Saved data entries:

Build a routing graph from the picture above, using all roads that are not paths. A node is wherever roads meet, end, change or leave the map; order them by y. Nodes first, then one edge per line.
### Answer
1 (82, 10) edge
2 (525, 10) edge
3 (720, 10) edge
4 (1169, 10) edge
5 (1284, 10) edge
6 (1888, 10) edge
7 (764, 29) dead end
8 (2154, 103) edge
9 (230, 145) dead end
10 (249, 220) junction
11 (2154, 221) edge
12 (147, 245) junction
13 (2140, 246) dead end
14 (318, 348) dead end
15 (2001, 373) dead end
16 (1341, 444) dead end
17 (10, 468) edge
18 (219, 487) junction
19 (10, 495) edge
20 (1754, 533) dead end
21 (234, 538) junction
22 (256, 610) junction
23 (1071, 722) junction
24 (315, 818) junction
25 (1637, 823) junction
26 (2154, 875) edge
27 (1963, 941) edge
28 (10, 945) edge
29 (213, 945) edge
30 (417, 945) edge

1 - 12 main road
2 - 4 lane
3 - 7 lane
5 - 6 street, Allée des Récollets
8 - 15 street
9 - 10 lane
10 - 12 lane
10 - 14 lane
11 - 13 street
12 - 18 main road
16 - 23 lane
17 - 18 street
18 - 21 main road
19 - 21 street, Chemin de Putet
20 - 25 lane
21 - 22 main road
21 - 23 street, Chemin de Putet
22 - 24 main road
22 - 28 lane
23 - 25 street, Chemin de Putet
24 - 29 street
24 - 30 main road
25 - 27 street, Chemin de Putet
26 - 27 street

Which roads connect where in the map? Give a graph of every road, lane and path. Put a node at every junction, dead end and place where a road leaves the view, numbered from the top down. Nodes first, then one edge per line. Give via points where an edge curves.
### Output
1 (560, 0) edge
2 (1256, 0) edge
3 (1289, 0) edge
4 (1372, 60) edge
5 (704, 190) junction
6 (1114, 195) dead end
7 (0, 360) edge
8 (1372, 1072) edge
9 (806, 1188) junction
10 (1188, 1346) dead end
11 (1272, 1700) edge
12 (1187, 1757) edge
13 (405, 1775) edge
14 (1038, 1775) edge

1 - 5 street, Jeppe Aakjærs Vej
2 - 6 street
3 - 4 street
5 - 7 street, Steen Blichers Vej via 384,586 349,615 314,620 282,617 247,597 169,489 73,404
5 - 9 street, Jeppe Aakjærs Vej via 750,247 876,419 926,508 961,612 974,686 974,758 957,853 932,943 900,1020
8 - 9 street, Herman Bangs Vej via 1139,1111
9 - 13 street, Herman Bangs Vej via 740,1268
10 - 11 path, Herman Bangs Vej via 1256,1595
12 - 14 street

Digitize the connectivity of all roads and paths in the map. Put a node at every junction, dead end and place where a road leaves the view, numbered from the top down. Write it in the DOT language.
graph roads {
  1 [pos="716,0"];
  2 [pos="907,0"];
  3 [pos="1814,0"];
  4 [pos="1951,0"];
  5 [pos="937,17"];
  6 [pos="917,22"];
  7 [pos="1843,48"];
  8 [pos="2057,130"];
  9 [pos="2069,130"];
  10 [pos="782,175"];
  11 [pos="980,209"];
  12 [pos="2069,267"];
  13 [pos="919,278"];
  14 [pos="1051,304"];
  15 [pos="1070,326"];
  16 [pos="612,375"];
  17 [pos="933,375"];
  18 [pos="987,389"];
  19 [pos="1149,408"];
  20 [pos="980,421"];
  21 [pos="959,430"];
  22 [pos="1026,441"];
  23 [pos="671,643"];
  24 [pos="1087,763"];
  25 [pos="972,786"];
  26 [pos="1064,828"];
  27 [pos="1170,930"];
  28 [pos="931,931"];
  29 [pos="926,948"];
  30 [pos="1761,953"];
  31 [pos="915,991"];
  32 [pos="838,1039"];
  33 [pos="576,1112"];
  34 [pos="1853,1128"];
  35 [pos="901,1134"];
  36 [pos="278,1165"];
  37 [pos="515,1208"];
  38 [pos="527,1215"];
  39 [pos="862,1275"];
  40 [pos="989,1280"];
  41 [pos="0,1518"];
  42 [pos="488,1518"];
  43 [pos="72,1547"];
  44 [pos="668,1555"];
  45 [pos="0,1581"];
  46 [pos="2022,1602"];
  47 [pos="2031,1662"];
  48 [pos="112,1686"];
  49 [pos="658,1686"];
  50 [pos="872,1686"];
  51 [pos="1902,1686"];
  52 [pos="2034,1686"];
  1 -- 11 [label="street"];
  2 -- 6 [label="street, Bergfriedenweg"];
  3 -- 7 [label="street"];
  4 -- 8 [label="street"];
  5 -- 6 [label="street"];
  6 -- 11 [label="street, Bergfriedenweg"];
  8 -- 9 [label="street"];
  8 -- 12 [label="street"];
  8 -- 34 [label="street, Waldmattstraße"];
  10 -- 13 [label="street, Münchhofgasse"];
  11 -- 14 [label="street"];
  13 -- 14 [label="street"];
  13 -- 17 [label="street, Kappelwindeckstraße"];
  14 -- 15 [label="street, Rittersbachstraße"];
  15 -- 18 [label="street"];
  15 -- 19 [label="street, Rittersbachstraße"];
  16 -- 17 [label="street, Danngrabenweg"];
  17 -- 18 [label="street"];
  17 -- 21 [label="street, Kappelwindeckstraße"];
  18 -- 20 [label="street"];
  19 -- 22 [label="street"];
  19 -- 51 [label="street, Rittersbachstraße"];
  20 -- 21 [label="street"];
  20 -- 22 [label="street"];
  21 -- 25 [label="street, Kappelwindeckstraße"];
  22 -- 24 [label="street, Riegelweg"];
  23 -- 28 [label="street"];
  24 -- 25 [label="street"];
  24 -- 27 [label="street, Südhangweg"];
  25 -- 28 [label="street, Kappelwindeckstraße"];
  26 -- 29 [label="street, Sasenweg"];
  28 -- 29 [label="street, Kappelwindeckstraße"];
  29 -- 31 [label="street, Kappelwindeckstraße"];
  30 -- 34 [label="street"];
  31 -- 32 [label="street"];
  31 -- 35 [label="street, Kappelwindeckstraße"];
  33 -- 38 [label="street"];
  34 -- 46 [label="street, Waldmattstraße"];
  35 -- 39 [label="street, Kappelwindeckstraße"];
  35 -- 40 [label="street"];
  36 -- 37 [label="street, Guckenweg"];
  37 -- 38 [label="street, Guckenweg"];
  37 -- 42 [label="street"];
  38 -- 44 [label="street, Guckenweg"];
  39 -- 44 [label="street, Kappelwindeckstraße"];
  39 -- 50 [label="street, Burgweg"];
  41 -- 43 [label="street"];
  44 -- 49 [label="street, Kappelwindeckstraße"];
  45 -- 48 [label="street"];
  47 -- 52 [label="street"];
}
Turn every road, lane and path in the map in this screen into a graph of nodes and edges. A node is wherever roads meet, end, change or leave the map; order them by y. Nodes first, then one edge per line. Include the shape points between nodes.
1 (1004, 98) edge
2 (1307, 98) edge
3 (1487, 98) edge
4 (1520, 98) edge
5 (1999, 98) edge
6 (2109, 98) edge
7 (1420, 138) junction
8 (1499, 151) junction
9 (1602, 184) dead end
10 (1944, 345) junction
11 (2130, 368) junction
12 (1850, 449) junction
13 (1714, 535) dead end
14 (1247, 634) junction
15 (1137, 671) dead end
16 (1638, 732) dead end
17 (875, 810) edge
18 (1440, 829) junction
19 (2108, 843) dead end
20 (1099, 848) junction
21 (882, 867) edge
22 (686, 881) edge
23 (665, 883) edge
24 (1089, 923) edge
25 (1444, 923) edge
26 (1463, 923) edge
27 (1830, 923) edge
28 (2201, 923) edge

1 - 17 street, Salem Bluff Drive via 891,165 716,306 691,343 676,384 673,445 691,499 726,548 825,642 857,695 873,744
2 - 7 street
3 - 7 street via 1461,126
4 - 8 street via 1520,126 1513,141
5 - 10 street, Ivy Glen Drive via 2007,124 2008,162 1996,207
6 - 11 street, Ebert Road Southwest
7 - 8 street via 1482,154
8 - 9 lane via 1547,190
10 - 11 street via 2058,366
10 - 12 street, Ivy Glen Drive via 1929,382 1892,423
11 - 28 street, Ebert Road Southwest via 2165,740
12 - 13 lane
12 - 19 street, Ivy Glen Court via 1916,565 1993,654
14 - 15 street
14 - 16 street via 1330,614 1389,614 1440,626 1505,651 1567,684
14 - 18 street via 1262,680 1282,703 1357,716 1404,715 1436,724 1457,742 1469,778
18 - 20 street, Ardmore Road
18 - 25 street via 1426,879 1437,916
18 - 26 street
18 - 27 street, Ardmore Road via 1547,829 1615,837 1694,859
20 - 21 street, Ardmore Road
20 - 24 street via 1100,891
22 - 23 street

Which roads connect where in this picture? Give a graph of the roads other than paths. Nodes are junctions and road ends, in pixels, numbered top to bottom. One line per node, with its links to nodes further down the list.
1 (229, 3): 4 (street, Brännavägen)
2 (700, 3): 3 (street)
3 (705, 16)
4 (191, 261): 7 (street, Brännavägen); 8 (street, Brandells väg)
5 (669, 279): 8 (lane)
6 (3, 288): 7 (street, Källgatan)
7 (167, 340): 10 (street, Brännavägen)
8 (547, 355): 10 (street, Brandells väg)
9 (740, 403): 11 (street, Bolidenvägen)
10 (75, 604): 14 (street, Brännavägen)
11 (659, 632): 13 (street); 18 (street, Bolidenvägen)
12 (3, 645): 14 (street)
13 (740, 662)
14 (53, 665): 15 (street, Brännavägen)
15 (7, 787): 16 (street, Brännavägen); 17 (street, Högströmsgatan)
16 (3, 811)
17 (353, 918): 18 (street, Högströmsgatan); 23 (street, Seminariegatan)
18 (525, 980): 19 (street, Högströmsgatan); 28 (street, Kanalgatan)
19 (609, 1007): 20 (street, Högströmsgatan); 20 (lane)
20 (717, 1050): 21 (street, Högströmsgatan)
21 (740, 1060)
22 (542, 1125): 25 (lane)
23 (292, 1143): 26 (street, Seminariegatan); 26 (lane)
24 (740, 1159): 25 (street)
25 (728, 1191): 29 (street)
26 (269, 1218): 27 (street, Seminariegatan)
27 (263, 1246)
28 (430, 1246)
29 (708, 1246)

HOW TO COMPLETE THIS TASK: Retype exactly, and only, the lines that run from the one with "Which roads connect where in this" through the final line of the entries.

REPLY:
Which roads connect where in this picture? Give a graph of the roads other than paths. Nodes are junctions and road ends, in pixels, numbered top to bottom. One line per node, with its links to nodes further down the list.
1 (229, 3): 4 (street, Brännavägen)
2 (700, 3): 3 (street)
3 (705, 16)
4 (191, 261): 7 (street, Brännavägen); 8 (street, Brandells väg)
5 (669, 279): 8 (lane)
6 (3, 288): 7 (street, Källgatan)
7 (167, 340): 10 (street, Brännavägen)
8 (547, 355): 10 (street, Brandells väg)
9 (740, 403): 11 (street, Bolidenvägen)
10 (75, 604): 14 (street, Brännavägen)
11 (659, 632): 13 (street); 18 (street, Bolidenvägen)
12 (3, 645): 14 (street)
13 (740, 662)
14 (53, 665): 15 (street, Brännavägen)
15 (7, 787): 16 (street, Brännavägen); 17 (street, Högströmsgatan)
16 (3, 811)
17 (353, 918): 18 (street, Högströmsgatan); 23 (street, Seminariegatan)
18 (525, 980): 19 (street, Högströmsgatan); 28 (street, Kanalgatan)
19 (609, 1007): 20 (street, Högströmsgatan); 20 (lane)
20 (717, 1050): 21 (street, Högströmsgatan)
21 (740, 1060)
22 (542, 1125): 25 (lane)
23 (292, 1143): 26 (street, Seminariegatan); 26 (lane)
24 (740, 1159): 25 (street)
25 (728, 1191): 29 (street)
26 (269, 1218): 27 (street, Seminariegatan)
27 (263, 1246)
28 (430, 1246)
29 (708, 1246)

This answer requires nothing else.